(Data entries)
- - - - -

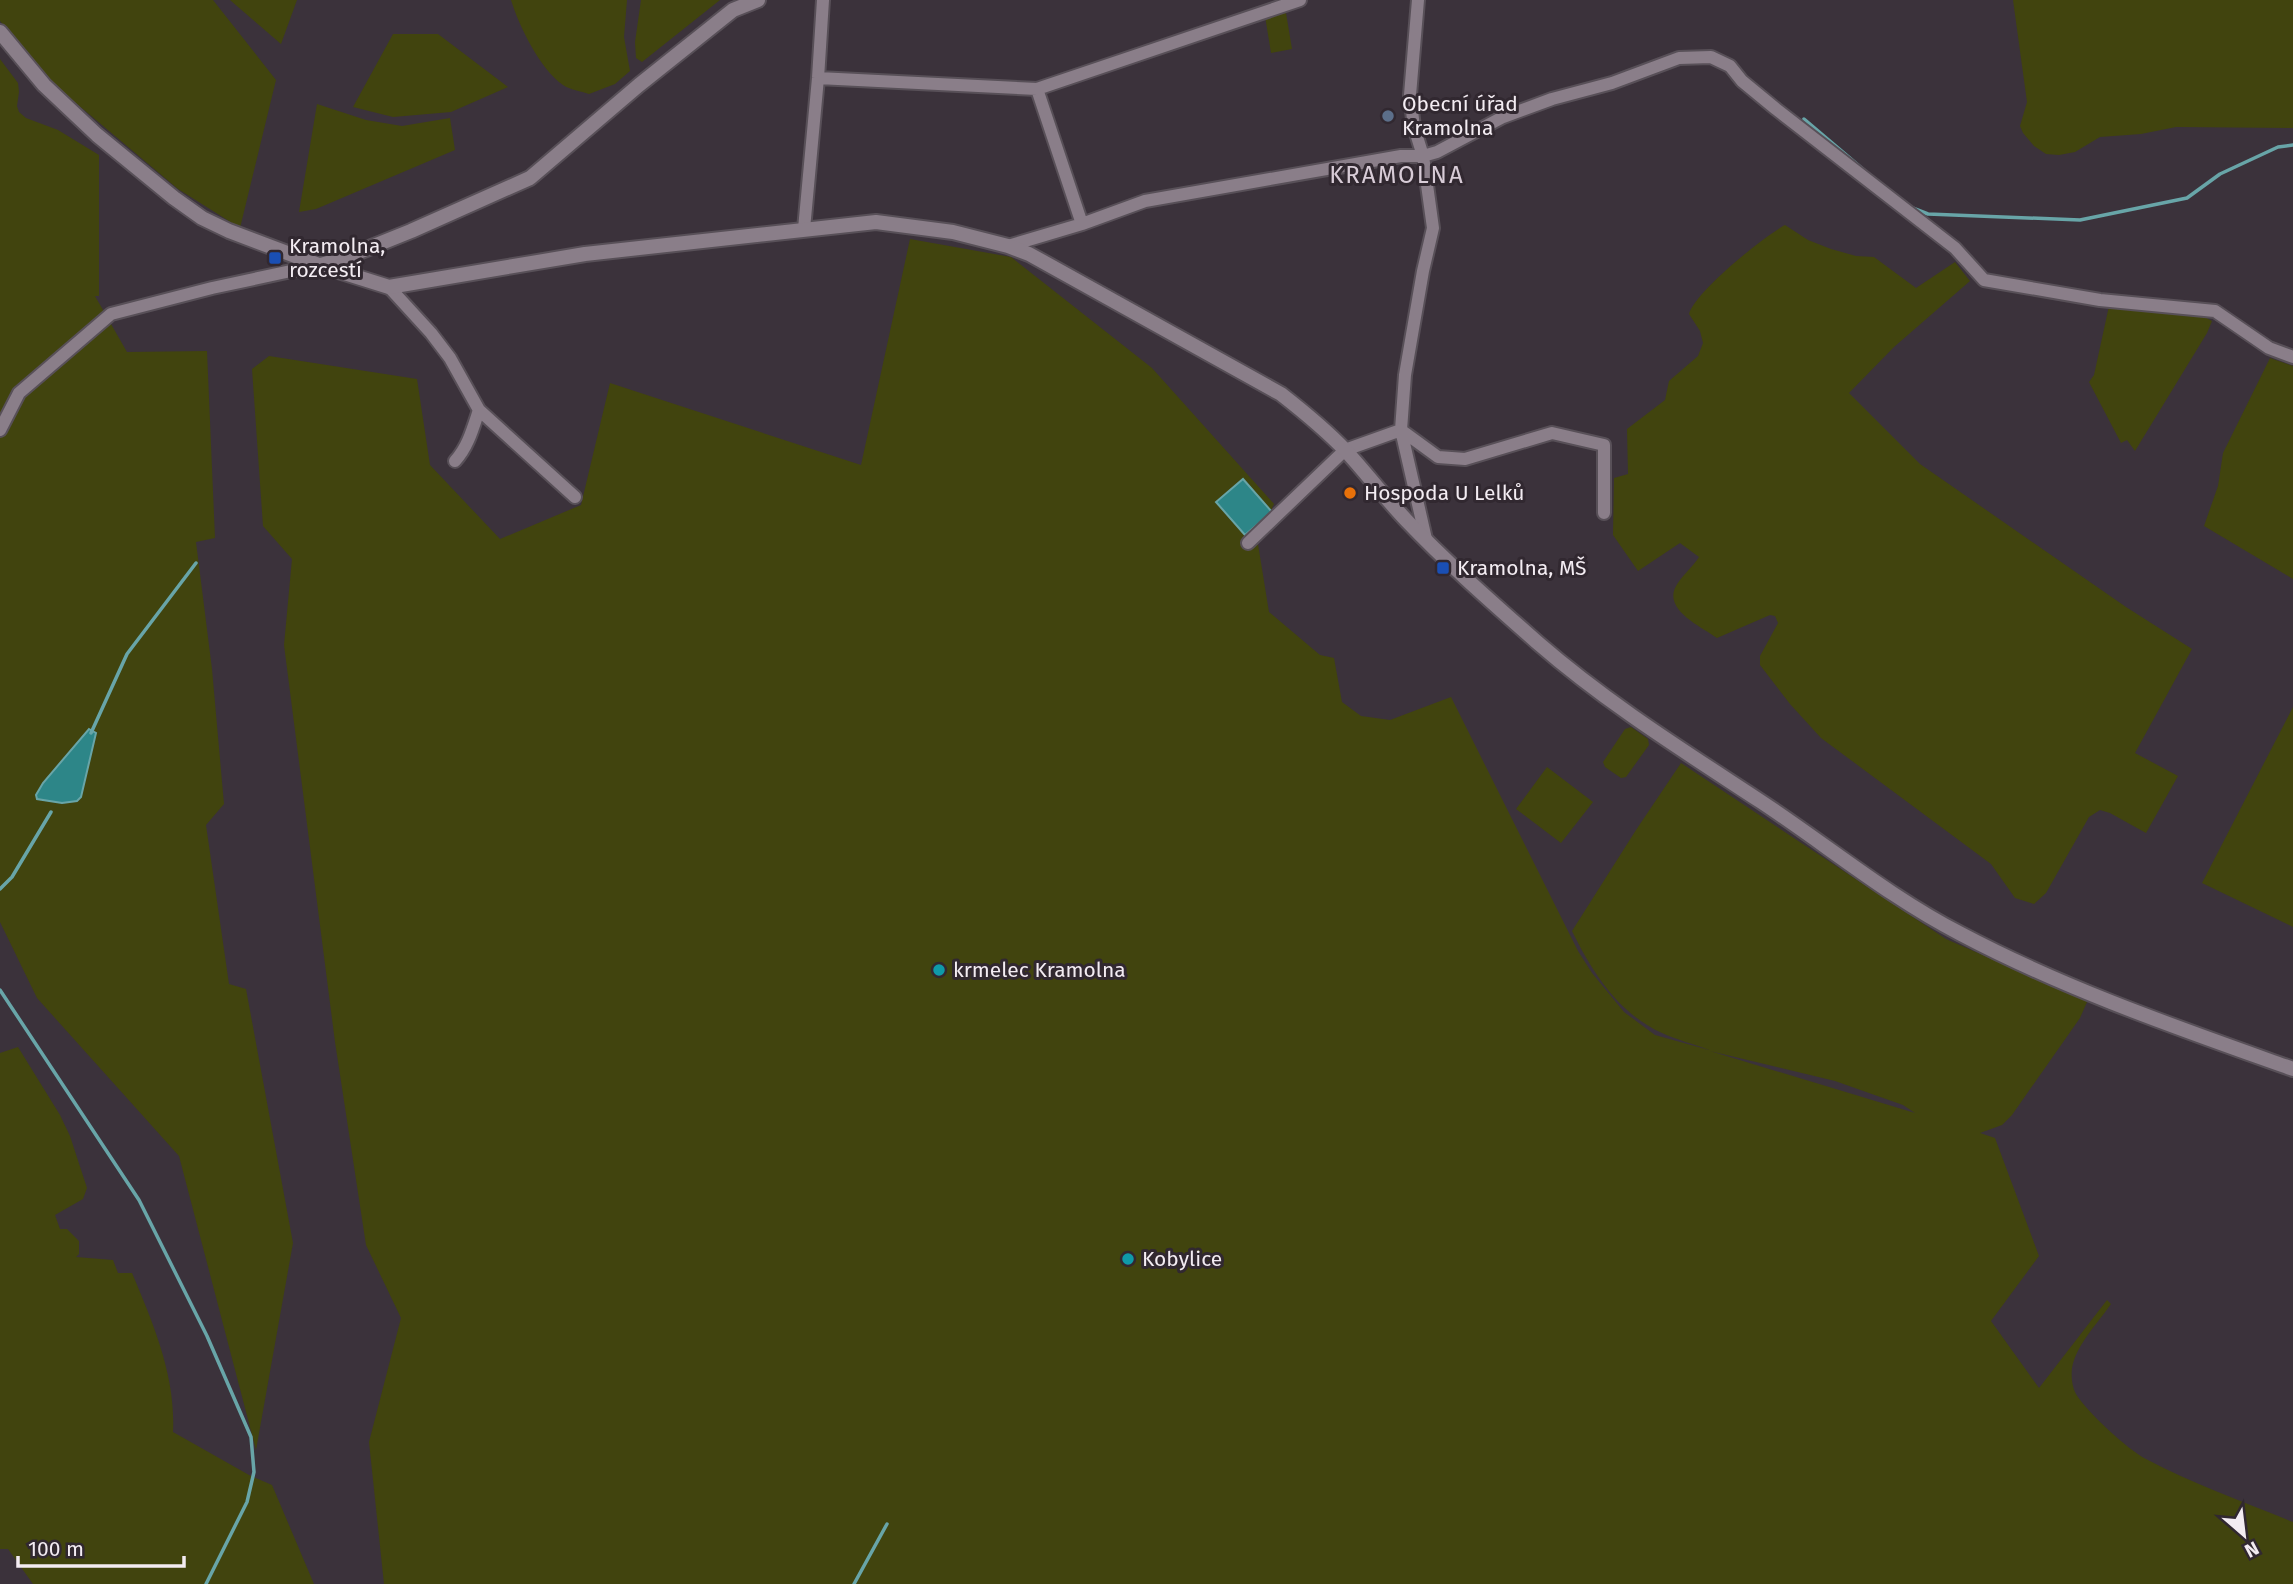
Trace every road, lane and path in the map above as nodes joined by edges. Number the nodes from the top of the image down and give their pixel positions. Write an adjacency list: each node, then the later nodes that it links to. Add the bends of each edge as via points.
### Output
1 (758, 0): 12 (street, via 733,10 530,178)
2 (823, 0): 6 (street)
3 (1300, 0): 7 (street)
4 (1418, 0): 8 (street, via 1410,95)
5 (0, 32): 12 (street, via 44,85 174,198 229,231)
6 (818, 78): 7 (street); 10 (street)
7 (1037, 89): 9 (street)
8 (1423, 156): 9 (street, via 1401,156 1145,201); 14 (street, via 1552,99 1679,58 1711,57 1730,66 1776,109 1955,248 1984,280 2100,300 2215,311 2269,348); 17 (street, via 1433,228 1405,375)
9 (1082, 224): 11 (street)
10 (804, 229): 11 (street, via 876,222 953,232); 13 (street, via 585,254)
11 (1008, 246): 18 (street, via 1281,394)
12 (319, 265): 13 (street); 16 (street, via 111,314 19,393)
13 (389, 287): 15 (street, via 450,358)
14 (2293, 356)
15 (479, 410): 19 (street); 20 (street)
16 (0, 430)
17 (1401, 430): 18 (street); 21 (street, via 1438,457 1465,459 1552,433 1604,445); 22 (street)
18 (1345, 450): 22 (street); 23 (street)
19 (455, 461)
20 (575, 497)
21 (1604, 513)
22 (1426, 539): 24 (street, via 1590,686 1903,901 1960,934 2059,980)
23 (1248, 543)
24 (2293, 1069)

- - - - -

The records must be copied with no word altered, and without their pictures.

Trace every road, lane and path in the map above as nodes joined by edges. Number the nodes from the top of the image down and give their pixel positions. Write an adjacency list: each node, then the later nodes that it links to. Add the bends of each edge as via points.
### Output
1 (758, 0): 12 (street, via 733,10 530,178)
2 (823, 0): 6 (street)
3 (1300, 0): 7 (street)
4 (1418, 0): 8 (street, via 1410,95)
5 (0, 32): 12 (street, via 44,85 174,198 229,231)
6 (818, 78): 7 (street); 10 (street)
7 (1037, 89): 9 (street)
8 (1423, 156): 9 (street, via 1401,156 1145,201); 14 (street, via 1552,99 1679,58 1711,57 1730,66 1776,109 1955,248 1984,280 2100,300 2215,311 2269,348); 17 (street, via 1433,228 1405,375)
9 (1082, 224): 11 (street)
10 (804, 229): 11 (street, via 876,222 953,232); 13 (street, via 585,254)
11 (1008, 246): 18 (street, via 1281,394)
12 (319, 265): 13 (street); 16 (street, via 111,314 19,393)
13 (389, 287): 15 (street, via 450,358)
14 (2293, 356)
15 (479, 410): 19 (street); 20 (street)
16 (0, 430)
17 (1401, 430): 18 (street); 21 (street, via 1438,457 1465,459 1552,433 1604,445); 22 (street)
18 (1345, 450): 22 (street); 23 (street)
19 (455, 461)
20 (575, 497)
21 (1604, 513)
22 (1426, 539): 24 (street, via 1590,686 1903,901 1960,934 2059,980)
23 (1248, 543)
24 (2293, 1069)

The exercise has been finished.